12 juin 2026 | Mise à jour le 12 juin 2026
Thizy-les-Bourgs est la première commune du Rhône à avoir élu une majorité municipale d’extrême droite, et ce lors du scrutin du printemps dernier. Or, Rémi Berthoux, le nouveau maire, a déjà retiré à l'union locale de la CGT sa subvention annuelle de 500 euros par an, dont elle bénéficiait depuis environ 20 ans.
À Thizy-les-Bourgs, dans le Rhône, les lendemains des dernières élections municipales ont laissé un goût amer aux trois militants de l'union locale de la CGT. Le dimanche 22 mars, cette commune d'à peine 6 000 habitants – traditionnellement centriste et fief de l’ancien garde des Sceaux, Michel Mercier – est devenue la première du département à élire un maire d'extrême droite. En effet, si le nouveau maire, Rémi Berthoux, s'est présenté sous l'étiquette « union des droites », il est le collaborateur parlementaire du député RN Jonathan Géry. Or, cette bascule politique n’a pas tardé à faire sentir ses premiers effets. Et dès le premier conseil municipal, le nouveau maire a souhaité marquer le coup, en refusant de renouveler la subvention annuelle accordée à l'Union locale de la CGT, qui en bénéficiait depuis plus de 20 ans.
« Le mercredi qui a suivi les élections, le maire a débarqué avec un adjoint à notre permanence pour « visiter les locaux ». Je leur ai fait visiter et ils sont repartis. Lors du conseil municipal du 18 mai où on débattait des subventions, il a annoncé qu'il n'accordait rien à la CGT, raconte Maurice Cernicchiaro, secrétaire de l'union locale, présent à la séance. Il a ensuite sorti une affiche de la CGT qui appelait à voter pour le Front populaire aux élections législatives en disant qu'il ne subventionnerait pas un syndicat qui faisait de la politique et a conclu : « Si Monsieur Cernicchiaro a besoin d'argent, qu'il s'adresse à la CGT ». » L'intervention des deux anciens maires, désormais élus dans l'opposition, pour défendre l'union locale n'y a rien fait.
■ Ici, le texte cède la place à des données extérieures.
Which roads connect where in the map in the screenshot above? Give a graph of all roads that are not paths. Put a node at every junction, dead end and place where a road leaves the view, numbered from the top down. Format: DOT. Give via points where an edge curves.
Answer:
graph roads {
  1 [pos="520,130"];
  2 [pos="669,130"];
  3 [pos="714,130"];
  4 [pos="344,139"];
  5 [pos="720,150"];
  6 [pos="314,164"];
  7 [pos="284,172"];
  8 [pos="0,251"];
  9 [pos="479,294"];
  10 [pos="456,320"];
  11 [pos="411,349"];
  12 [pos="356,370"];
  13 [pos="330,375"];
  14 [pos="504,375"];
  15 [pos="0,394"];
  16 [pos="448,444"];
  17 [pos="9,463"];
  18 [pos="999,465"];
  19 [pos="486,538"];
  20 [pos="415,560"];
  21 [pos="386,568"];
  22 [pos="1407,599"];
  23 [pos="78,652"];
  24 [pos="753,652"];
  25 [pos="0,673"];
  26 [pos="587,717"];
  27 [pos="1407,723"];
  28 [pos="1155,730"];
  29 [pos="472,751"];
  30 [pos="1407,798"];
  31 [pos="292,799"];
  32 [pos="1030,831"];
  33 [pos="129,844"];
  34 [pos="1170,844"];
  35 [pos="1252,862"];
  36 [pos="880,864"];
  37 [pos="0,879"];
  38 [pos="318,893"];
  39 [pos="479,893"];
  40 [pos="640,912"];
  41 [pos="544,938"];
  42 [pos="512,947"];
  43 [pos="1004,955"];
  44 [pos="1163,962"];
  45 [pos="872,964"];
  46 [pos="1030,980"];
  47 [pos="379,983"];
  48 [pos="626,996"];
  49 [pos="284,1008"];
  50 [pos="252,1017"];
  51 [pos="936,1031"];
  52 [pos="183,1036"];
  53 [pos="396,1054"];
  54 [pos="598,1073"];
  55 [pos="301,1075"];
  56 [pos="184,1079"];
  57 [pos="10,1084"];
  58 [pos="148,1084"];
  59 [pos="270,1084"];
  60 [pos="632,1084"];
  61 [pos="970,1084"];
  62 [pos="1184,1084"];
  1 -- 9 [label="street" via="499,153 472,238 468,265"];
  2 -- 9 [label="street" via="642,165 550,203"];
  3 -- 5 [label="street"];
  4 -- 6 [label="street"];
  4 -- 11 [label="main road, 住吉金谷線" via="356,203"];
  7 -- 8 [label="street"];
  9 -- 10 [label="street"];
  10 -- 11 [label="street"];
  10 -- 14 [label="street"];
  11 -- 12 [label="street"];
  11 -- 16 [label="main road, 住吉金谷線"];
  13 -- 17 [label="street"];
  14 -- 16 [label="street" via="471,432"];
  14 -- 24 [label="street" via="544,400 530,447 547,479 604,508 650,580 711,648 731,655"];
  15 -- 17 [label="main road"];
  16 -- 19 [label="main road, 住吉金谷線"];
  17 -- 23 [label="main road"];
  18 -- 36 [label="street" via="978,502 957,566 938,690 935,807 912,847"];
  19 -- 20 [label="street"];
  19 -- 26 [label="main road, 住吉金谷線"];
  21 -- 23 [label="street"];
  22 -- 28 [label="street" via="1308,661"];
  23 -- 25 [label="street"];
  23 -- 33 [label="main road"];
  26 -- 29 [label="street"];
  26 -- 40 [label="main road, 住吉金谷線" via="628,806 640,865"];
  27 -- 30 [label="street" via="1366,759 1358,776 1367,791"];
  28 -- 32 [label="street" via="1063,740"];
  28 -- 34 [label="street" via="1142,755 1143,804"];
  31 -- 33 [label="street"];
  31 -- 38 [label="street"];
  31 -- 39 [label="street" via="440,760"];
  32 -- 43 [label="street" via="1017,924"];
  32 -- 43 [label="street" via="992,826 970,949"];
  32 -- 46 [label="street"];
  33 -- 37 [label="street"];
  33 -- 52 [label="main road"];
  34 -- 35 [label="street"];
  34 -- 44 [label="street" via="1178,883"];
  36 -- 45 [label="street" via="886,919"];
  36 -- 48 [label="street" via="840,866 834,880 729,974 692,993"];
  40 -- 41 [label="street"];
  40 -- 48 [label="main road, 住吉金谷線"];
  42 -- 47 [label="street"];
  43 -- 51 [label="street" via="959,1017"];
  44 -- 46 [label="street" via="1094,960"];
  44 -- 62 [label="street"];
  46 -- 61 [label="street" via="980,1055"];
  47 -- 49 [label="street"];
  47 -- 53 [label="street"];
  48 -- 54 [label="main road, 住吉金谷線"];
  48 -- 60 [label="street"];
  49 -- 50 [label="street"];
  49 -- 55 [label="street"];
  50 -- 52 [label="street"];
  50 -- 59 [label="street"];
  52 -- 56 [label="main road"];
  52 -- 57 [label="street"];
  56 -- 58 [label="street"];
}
Pendant la séance, le maire a toutefois indiqué qu'il maintenait la mise à disposition de la CGT du local municipal où elle est hébergée depuis 1960. Interrogé par mail par NVO.fr, Rémi Berthoux a indiqué ne pas avoir le temps de répondre à nos questions.
« Discrète solidarité »
Dans cette petite commune du nord-ouest de Lyon, l'union locale est un héritage du syndicat des tisseurs de Bourg-de-Thizy (ancien nom avant la fusion de communes) et existe depuis « au moins » 1943. C'est la seule union locale à 25 kilomètres à la ronde, la plus proche se situant à Roanne, dans le département voisin de la Loire. Après quoi, il faut se déplacer jusqu’à Villefranche-sur-Saône (55 km) et à Lyon (70 km). « La CGT n'est implantée dans aucune entreprise de la commune, donc nous ne faisons que du juridique et du conseil : on renseigne tous ceux et celles qui viennent nous voir, des gens de Thizy-les-Bourgs mais aussi d'autres villages aux alentours. On monte les dossiers de prud'hommes, deux camarades sont défenseurs syndicaux et on intervient dans des entreprises pour des salariés. Nous sommes connus, donc les gens se déplacent pour nous voir », ajoute Maurice Cernicchiaro.
Jusqu'ici, l'UL fonctionnait grâce à la subvention de la mairie et aux sommes que reversent les personnes accompagnées aux prud'hommes. « Avant le regroupement de Thizy et de Bourg-de-Thizy, nous avions même deux subventions », ajoute Maurice Cernicchiaro. Des entrées d'argent, certes pas mirifiques mais qui servent au paiement des inscriptions des dossiers prud'hommes, des coûts en photocopies et pour les recommandés dans ces procédures, pour le défraiement des déplacements des défenseurs syndicaux… « L'arrêt de cette subvention restreint nos moyens, ajoute Maurice Cernicchiaro. Mais c'est surtout une action politique dans la ligne du RN. Les maires précédents ne partageaient pas nos opinions, mais aucun n'a jamais remis en cause ni la subvention ni l'utilité du travail que nous menons. » La méthode n'est pas sans rappeler d'autres actions du RN à l'encontre de la CGT, comme à Carcassonne par exemple.
L'union locale a adressé, le 4 mai dernier, un courrier à l'attention du maire, rappelant l'utilité de leur action « pour défendre leurs droits, s’informer, s’organiser ». Maurice Cernicchiaro et les membres de l'union locale peuvent compter sur des soutiens qui leur parviennent, comme ce chèque de 30 euros, reçu d'une personne qu'ils ne connaissaient pas, au dos duquel était inscrit « discrète solidarité ».